▶ Action item
Reply only with how many lines of the listing below hold the word "Brekkefaret".

***** Stored data

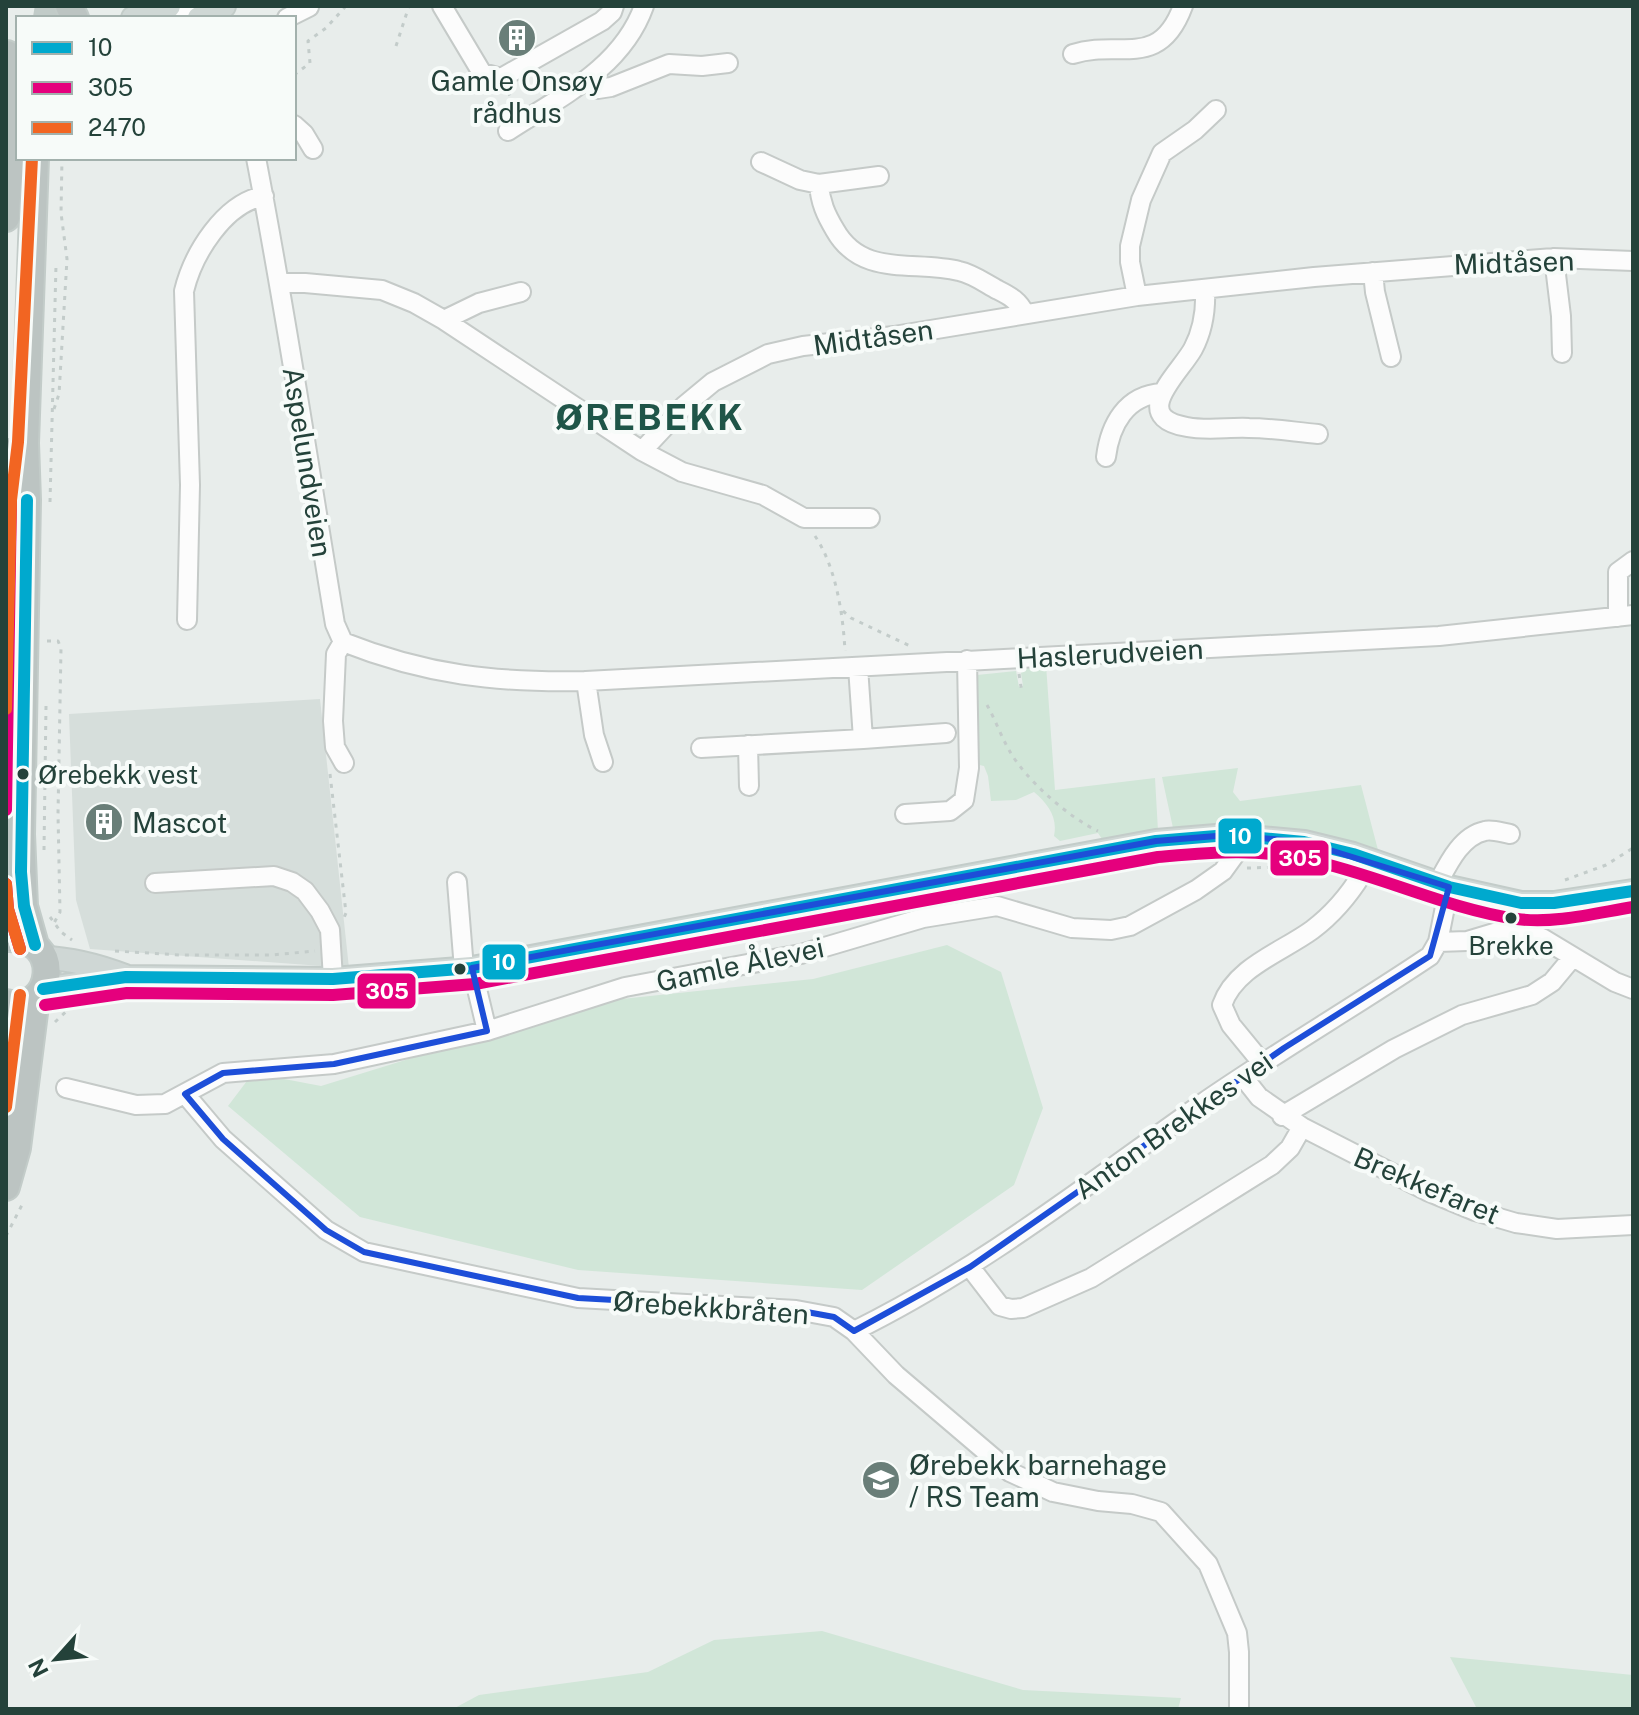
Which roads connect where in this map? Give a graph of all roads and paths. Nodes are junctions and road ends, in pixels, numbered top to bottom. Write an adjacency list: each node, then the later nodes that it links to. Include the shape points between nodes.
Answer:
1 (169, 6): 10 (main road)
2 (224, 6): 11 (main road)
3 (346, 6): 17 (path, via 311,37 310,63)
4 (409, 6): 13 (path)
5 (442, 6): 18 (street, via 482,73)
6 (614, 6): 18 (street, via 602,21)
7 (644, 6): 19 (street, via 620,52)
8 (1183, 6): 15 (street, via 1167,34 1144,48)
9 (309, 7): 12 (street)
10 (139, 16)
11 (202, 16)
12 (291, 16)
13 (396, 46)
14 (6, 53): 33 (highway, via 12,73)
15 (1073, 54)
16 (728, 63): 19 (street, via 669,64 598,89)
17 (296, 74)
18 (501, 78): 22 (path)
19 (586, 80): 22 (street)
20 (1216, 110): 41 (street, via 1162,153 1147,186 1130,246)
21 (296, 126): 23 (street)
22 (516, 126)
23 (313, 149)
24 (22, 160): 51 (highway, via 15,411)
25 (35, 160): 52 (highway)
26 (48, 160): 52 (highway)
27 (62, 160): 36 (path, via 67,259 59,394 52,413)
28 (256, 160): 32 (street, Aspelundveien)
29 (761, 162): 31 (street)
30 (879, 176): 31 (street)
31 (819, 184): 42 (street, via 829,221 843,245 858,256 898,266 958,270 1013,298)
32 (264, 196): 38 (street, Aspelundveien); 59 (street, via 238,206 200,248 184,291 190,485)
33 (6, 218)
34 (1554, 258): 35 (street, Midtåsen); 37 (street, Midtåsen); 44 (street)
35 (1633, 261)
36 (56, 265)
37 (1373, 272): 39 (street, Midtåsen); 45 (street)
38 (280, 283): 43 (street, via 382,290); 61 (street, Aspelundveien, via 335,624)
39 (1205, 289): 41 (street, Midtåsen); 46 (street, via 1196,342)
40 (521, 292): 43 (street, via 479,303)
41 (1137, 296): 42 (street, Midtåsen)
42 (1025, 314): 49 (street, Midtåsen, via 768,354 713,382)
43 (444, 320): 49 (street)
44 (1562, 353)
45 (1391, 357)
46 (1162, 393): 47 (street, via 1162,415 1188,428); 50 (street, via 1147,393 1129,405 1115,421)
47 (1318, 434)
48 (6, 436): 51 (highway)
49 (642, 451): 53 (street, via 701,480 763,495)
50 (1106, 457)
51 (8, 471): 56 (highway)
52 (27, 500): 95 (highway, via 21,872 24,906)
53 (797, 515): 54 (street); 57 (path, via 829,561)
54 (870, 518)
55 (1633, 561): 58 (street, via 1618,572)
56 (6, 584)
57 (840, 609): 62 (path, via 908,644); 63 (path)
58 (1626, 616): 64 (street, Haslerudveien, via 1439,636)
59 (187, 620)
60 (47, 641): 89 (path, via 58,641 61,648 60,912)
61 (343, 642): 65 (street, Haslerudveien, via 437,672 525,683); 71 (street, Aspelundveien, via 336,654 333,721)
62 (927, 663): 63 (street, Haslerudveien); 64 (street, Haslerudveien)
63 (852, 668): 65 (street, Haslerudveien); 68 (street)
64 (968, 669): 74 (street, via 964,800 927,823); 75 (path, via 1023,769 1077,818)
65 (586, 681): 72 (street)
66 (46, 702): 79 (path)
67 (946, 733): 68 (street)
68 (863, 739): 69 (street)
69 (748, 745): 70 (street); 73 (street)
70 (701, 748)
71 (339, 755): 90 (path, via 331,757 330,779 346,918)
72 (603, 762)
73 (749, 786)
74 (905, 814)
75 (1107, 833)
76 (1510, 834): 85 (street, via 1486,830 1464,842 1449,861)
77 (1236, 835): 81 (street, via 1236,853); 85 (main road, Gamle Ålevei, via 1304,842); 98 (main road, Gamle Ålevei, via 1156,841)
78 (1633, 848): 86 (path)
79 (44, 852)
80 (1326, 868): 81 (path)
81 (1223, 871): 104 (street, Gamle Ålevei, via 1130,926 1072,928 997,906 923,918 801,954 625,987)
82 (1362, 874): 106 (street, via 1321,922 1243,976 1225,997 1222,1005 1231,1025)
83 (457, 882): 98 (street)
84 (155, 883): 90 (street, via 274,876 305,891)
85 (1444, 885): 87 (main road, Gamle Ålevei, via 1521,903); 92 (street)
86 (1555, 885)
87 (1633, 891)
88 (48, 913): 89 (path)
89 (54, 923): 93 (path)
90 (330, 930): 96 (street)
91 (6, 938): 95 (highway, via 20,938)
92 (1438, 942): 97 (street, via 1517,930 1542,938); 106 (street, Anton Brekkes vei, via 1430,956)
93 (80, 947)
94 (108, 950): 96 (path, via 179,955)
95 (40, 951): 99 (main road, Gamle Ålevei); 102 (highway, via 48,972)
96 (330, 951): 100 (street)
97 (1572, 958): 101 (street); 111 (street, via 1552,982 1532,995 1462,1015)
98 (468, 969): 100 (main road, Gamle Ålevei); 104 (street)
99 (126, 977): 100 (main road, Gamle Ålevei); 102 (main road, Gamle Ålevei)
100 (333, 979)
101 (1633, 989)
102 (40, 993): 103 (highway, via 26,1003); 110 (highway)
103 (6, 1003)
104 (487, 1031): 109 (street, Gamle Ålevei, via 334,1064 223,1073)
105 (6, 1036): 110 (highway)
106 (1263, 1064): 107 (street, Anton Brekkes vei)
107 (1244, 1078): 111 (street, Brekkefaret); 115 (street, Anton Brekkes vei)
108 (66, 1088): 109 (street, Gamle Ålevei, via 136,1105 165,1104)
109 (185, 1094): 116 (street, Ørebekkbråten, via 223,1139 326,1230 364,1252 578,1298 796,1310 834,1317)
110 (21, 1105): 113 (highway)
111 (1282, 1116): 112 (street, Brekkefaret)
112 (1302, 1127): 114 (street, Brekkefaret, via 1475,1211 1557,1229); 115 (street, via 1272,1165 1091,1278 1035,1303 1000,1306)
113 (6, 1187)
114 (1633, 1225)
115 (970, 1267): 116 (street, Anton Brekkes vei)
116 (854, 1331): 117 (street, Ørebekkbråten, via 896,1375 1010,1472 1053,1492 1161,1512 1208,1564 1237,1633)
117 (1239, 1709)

**********

▶ Response to this task
3